In June 1830 the Congress granted pardons to several royalist rebels. A year later, the Council of Government authorised José Antonio Páez's government to grant an absolute pardon to the royalist Cisneros and his men. Following the Revolution of the Reforms of 1835, which briefly deposed the first civilian president José María Vargas, the Congress of Venezuela enacted an amnesty for those involved, at the instigation of Carlos Soublette. Two years later, Soublette's government, after executing Colonel Francisco María Farías, granted pardons to those who had taken part in the attempted uprising in the city of Maracaibo led by Farías and to those who had risen up in El Vigía of Puerto Cabello in the same year.

Following the 1846 Venezuelan peasant insurrection, Páez's government granted pardons to a large number of people who had taken part in the movement. Between 1847 and 1848 the government of José Tadeo Monagas continued this policy, benefiting leaders such as Antonio Leocadio Guzmán and Ezequiel Zamora, who had been sentenced to death. In 1855 Monagas returned to the presidency, and the Congress granted him the authority to issue safe-conducts to exiles.

In the 1857 and 1858 constitutions, the Congress retained the power to grant general amnesties and pardons, but the executive's authority to apply them was restricted to certain exceptional cases. In 1858 the Congress approved a decree granting amnesty to all those exiled for political events from 1848 onwards, but the overthrow of Monagas following the March Revolution rendered the measure ineffective.

The fall of Monagas led members of the Liberal Party to organise a group of insurgents known as the Sierra Faction. Because of the strength gained by the movement, the government attempted to put pardon policies into practice in order to demobilise and pacify it, although not entirely successfully. Between 1858 and 1859, the government of Julián Castro issued four pardon decrees in an attempt to pacify the Faction. The pardons made it possible to release several political prisoners and bring back exiles.

The continuity of frequent civil wars during the century led to the continued use of pardon measures. The Venezuelan Constituent Assembly of 1864 decreed an amnesty following the Federal War, on the grounds that "to destroy all hatreds, it was fitting to give a great example of national magnanimity".

In 1868, during the Blue Revolution, a decree of amnesty was granted to those who had been tried in political cases. In 1870, interim president Guillermo Tell Villegas released several persons detained for political reasons. Likewise, during the regime of Antonio Guzmán Blanco, several political prisoners were released, although without being formally declared pardons or amnesties. In June 1877, President Francisco Linares Alcántara also decreed a general amnesty.

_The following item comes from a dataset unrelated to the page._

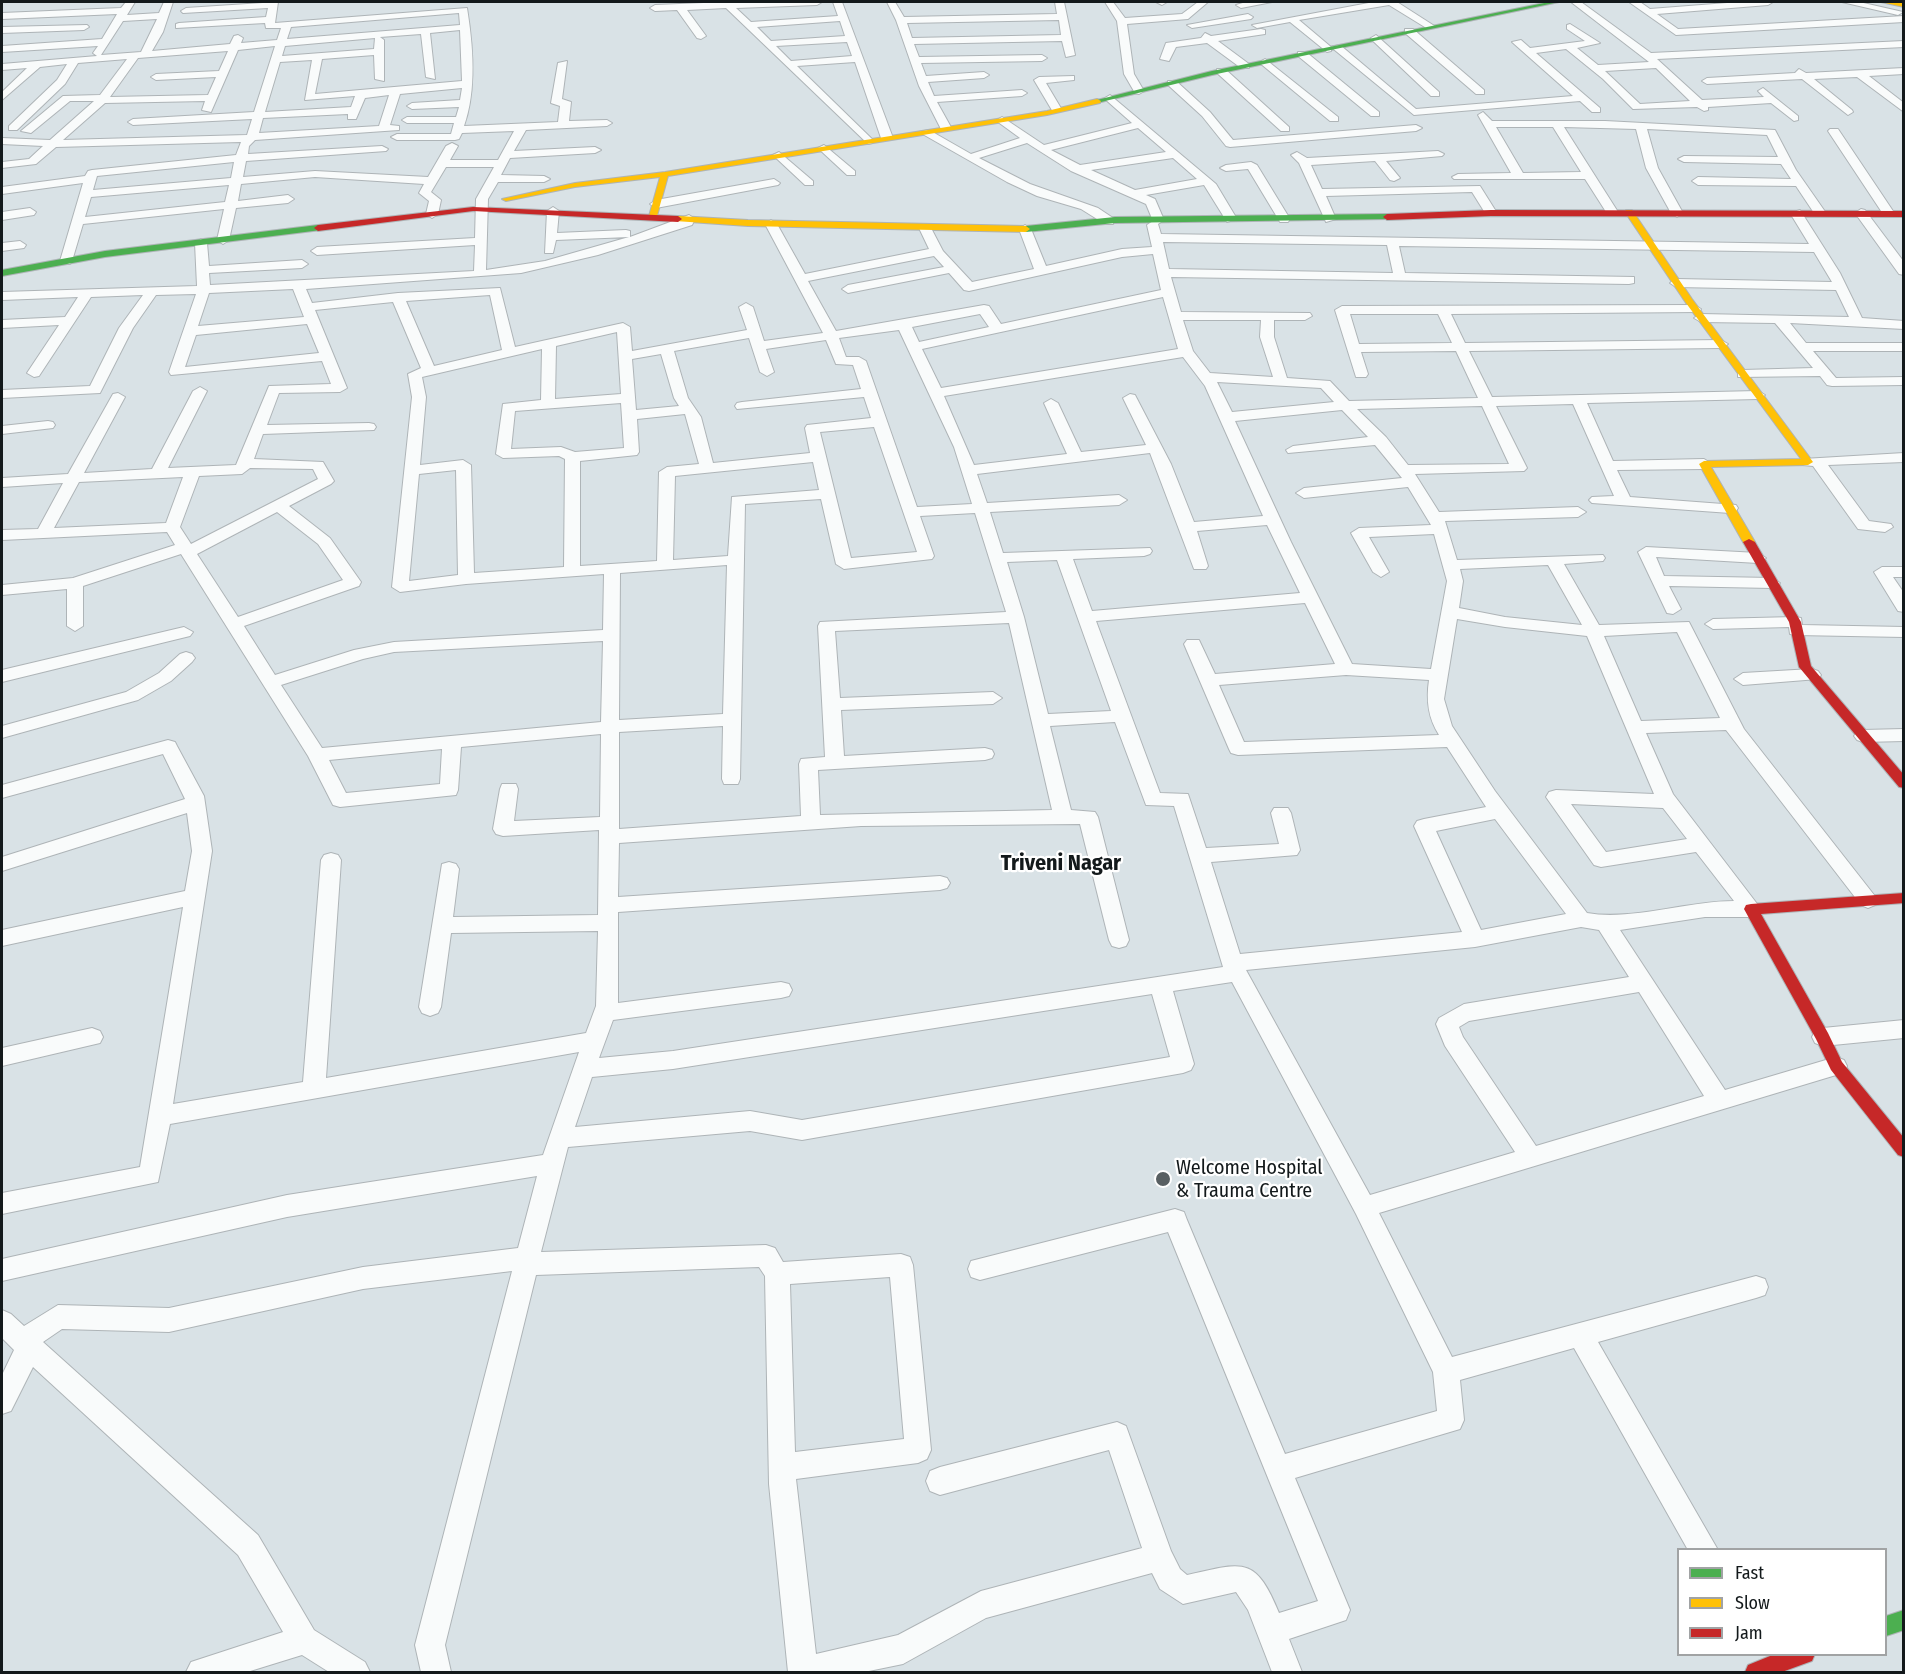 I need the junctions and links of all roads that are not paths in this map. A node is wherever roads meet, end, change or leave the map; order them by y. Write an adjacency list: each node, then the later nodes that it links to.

By the 1880s, pardon policies were still being implemented. In 1882, President Juan Pablo Rojas Paúl pardoned all those involved in the Ana Jacinta expedition. President Joaquín Crespo, for his part, in 1886 issued pardons to all those who had taken part in an attempted rebellion the previous year.

=== 20th century ===

==== Dictatorships of Castro and Gómez ====
During the dictatorship of Cipriano Castro, the naval blockade of Venezuela began in 1902, undertaken by several European countries. This led Castro to declare a general amnesty to release political prisoners, although one of the main motivations of the measure was to secure the support of the imprisoned nationalist leader José Manuel Hernández.

Once Castro had been deposed, the dictatorship of Juan Vicente Gómez began. At the start of the dictatorship in 1908, some political prisoners were released and exiles were allowed to return. However, in subsequent years levels of repression and the number of detainees increased. On 24 July 1925, Gómez offered a political amnesty that allowed the repatriation of approximately 20,000 exiles from Colombia. Two years later a general amnesty was approved, but the protests initiated by the Generation of 1928 led the regime to resume repressive measures.

==== Post-Gómez period ====
After Gómez's death, the government of Eleazar López Contreras was installed, and in its early days several political prisoners were released through various legal mechanisms, but during his regime detentions and expulsions from the country continued. This pattern combining releases, the return of exiles and repression was also continued during the period known as the Trienio Adeco.

Between 1948 and 1958 a military dictatorship led mainly by Marcos Pérez Jiménez again came to power, and during this period no amnesties or pardons were implemented. After Pérez Jiménez was overthrown, a process of democratic opening began. A governing junta led by Wolfgang Larrazábal took power in 1958 and decreed a general amnesty for those detained under Pérez Jiménez's rule, while promoting the return of exiles.

==== Two-party system ====
After the approval of the 1961 Constitution, the constitutional tradition of including the possibility of granting amnesties and pardons was maintained. Article 139 retained the Congress's authority to grant amnesties, and Article 190, paragraph 21 granted the president the power to issue pardons.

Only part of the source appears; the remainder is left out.